From: Makarius <makarius@sketis.net>
In the past few days we've had more attacks on our servers, presumably by dumb
AI-bots that cannot read robots.txt
This happens mainly in the late evening (Royal Bavarian Time).
Notable services that are compromised:
https://isabelle.sketis.net/components
https://isabelle.sketis.net/repos/isabelle
https://isabelle.sketis.net/repos/isabelle-release
I am presently busy to sort out genuine problems on Isabelle2025-1 release
candidates, and don't feel like participating in this non-sense out there. It
requires more research what can be done about it, to return to sanity.
Makarius
From: Makarius <makarius@sketis.net>
On 17/11/2025 00:04, Makarius wrote:
In the past few days we've had more attacks on our servers, presumably by dumb
AI-bots that cannot read robots.txtThis happens mainly in the late evening (Royal Bavarian Time).
In the past few days the situation had improved in the morning, but not today.
Notable services that are compromised:
https://isabelle.sketis.net/components
https://isabelle.sketis.net/repos/isabelle
https://isabelle.sketis.net/repos/isabelle-release
The problem are our hgweb servers (via Apache and its builtin Python engine),
this also applies to https://isabelle.in.tum.de/repos which is presently unusable.
We need to find a proper solution for hgweb + Apache specifically.
For now I have disabled https://isabelle.sketis.net/repos altogether. The main
Isabelle repositories are still available via https://isabelle-dev.sketis.net
--- but that is for members only: I had to close it some months ago due to
dumb AI-bots (Phorge is even more vunerable due to its use of PHP + MySQL).
It should be possible to work with isabelle-dev.sketis.net under program
control using SSH URLs, after suitable SSH public keys have been uploaded. I
will see how to change the important isabelle_cronjob (nightly builds)
accordingly.
In the mid 1990ies the Open Internet has emerged, where everybody could
participate easily with self-hosted servers. The AI War that started in
Jan-2025 has destroyed that --- but I am not going to participate in any war
of any kind.
Makarius
From: "Achim D. Brucker" <adbrucker@0x5f.org>
https://isabelle.sketis.net/components
https://isabelle.sketis.net/repos/isabelle
https://isabelle.sketis.net/repos/isabelle-release
The problem are our hgweb servers (via Apache and its builtin Python
engine), this also applies to https://isabelle.in.tum.de/repos which
is presently unusable.
We need to find a proper solution for hgweb + Apache specifically.

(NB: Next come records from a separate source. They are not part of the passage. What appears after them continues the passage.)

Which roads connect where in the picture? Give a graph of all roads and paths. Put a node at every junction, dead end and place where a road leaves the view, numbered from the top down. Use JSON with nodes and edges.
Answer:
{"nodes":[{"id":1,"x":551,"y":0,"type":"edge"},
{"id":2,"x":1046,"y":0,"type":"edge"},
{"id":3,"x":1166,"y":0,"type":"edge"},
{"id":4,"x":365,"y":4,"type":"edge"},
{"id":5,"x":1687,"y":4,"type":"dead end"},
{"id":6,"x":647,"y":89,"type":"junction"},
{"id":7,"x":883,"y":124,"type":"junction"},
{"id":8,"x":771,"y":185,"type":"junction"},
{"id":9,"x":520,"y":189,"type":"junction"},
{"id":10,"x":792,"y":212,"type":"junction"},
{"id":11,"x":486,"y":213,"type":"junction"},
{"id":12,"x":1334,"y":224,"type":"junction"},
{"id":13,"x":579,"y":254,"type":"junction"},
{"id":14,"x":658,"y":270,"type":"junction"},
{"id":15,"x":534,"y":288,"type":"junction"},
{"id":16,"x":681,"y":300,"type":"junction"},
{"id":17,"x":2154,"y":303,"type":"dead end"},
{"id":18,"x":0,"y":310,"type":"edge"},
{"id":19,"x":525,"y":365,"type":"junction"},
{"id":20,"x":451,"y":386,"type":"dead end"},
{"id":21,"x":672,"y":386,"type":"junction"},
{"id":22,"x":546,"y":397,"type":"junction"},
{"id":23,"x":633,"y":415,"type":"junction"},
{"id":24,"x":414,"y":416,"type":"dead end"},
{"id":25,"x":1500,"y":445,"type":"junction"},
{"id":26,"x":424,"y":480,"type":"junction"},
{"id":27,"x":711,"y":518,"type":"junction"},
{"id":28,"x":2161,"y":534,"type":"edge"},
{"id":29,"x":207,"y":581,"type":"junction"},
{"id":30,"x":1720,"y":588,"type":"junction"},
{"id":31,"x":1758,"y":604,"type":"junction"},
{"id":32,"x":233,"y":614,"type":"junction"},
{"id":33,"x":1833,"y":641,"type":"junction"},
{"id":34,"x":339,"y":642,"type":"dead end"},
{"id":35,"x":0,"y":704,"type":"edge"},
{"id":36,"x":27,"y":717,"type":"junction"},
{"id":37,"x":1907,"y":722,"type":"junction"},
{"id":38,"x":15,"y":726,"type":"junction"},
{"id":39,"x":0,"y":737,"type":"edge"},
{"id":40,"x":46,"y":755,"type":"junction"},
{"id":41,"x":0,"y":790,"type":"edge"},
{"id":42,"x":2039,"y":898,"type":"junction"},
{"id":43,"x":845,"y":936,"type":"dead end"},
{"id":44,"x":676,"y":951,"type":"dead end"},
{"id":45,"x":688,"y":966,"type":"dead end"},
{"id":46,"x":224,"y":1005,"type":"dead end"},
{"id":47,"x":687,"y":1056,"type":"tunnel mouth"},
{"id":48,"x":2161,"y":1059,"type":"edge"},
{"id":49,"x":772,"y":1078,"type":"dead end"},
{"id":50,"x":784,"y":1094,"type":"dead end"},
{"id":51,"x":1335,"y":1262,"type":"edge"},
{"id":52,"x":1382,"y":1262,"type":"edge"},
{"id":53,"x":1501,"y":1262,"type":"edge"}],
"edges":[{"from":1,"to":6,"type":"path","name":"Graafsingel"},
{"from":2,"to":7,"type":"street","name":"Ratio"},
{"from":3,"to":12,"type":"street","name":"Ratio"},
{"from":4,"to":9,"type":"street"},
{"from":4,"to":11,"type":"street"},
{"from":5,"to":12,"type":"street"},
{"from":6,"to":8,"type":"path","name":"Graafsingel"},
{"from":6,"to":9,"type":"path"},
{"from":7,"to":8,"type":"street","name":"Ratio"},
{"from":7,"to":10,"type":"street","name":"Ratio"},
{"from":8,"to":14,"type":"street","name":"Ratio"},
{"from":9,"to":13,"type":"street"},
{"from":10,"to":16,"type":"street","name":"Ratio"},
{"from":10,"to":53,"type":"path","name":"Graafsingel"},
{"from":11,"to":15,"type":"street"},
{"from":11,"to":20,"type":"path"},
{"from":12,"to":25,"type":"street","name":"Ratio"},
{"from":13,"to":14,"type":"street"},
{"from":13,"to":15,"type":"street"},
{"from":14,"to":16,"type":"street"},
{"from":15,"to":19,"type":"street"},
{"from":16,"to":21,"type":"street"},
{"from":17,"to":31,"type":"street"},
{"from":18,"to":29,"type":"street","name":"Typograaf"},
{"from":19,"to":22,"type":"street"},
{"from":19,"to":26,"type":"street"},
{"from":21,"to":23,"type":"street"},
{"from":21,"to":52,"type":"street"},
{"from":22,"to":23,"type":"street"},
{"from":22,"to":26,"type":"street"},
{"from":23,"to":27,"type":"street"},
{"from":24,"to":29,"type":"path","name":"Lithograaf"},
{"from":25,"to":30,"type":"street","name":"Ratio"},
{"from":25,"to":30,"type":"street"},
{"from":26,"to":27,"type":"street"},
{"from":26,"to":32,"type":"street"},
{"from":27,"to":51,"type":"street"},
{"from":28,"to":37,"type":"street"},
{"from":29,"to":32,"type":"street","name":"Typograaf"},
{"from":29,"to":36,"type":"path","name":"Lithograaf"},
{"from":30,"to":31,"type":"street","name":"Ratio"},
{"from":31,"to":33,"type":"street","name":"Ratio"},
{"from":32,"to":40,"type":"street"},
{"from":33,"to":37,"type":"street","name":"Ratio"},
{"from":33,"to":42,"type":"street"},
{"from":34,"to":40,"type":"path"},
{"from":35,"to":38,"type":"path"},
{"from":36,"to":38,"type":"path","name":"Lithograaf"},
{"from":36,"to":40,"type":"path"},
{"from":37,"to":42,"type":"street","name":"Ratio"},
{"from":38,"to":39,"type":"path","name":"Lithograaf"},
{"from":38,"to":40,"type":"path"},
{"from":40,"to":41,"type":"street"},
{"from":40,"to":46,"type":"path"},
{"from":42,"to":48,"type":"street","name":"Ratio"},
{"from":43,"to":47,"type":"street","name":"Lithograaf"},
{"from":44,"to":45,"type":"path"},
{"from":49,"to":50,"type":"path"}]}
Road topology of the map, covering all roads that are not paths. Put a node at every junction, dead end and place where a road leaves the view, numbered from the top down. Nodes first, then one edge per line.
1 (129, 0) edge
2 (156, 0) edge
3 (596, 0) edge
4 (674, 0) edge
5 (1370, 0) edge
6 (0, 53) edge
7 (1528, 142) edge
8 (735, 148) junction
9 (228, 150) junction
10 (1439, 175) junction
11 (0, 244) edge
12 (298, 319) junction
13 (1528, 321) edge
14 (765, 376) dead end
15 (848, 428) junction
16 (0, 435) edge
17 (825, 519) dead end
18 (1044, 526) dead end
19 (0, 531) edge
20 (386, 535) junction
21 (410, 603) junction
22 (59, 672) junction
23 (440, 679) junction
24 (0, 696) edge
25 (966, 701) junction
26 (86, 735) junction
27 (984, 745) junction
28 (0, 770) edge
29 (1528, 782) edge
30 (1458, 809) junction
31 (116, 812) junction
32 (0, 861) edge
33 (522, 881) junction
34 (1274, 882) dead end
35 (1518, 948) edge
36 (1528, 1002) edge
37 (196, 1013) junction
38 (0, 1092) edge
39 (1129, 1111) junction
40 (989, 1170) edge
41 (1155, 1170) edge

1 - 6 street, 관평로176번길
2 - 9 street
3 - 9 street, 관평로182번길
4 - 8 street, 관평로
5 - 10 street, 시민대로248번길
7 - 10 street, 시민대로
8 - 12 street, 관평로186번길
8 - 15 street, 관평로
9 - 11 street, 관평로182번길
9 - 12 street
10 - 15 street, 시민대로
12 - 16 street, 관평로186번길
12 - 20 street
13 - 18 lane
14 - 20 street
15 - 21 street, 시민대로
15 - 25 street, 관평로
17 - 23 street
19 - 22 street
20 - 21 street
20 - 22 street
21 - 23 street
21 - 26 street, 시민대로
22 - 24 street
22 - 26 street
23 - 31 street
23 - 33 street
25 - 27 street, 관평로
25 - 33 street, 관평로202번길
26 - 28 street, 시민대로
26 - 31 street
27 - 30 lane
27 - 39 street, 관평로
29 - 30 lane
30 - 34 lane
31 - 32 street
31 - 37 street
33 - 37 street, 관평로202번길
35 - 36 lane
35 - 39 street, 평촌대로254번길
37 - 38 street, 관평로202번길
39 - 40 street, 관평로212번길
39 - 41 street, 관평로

I would not call it a "proper" solution, but I am currently using Anubis
(https://anubis.techaro.lol/) with quite some success. Of course, it's
an arms race - computing the challenges set out by it are not that
expensive. Hence, when enough website use it, the crawlers will
implement the challenge solving part ...
Achim
From: Makarius <makarius@sketis.net>
On 17/11/2025 11:28, Achim D. Brucker wrote:
https://isabelle.sketis.net/components
https://isabelle.sketis.net/repos/isabelle
https://isabelle.sketis.net/repos/isabelle-release
The problem are our hgweb servers (via Apache and its builtin Python
engine), this also applies to https://isabelle.in.tum.de/repos which is
presently unusable.
We need to find a proper solution for hgweb + Apache specifically.I would not call it a "proper" solution, but I am currently using Anubis
(https://anubis.techaro.lol/) with quite some success. Of course, it's an arms
race - computing the challenges set out by it are not that expensive. Hence,
when enough website use it, the crawlers will implement the challenge solving
part ...
Anubis emerged early 2025 as a counter-attack, and I don't like it. An "arms
race" is war against war, and ultimately won't work.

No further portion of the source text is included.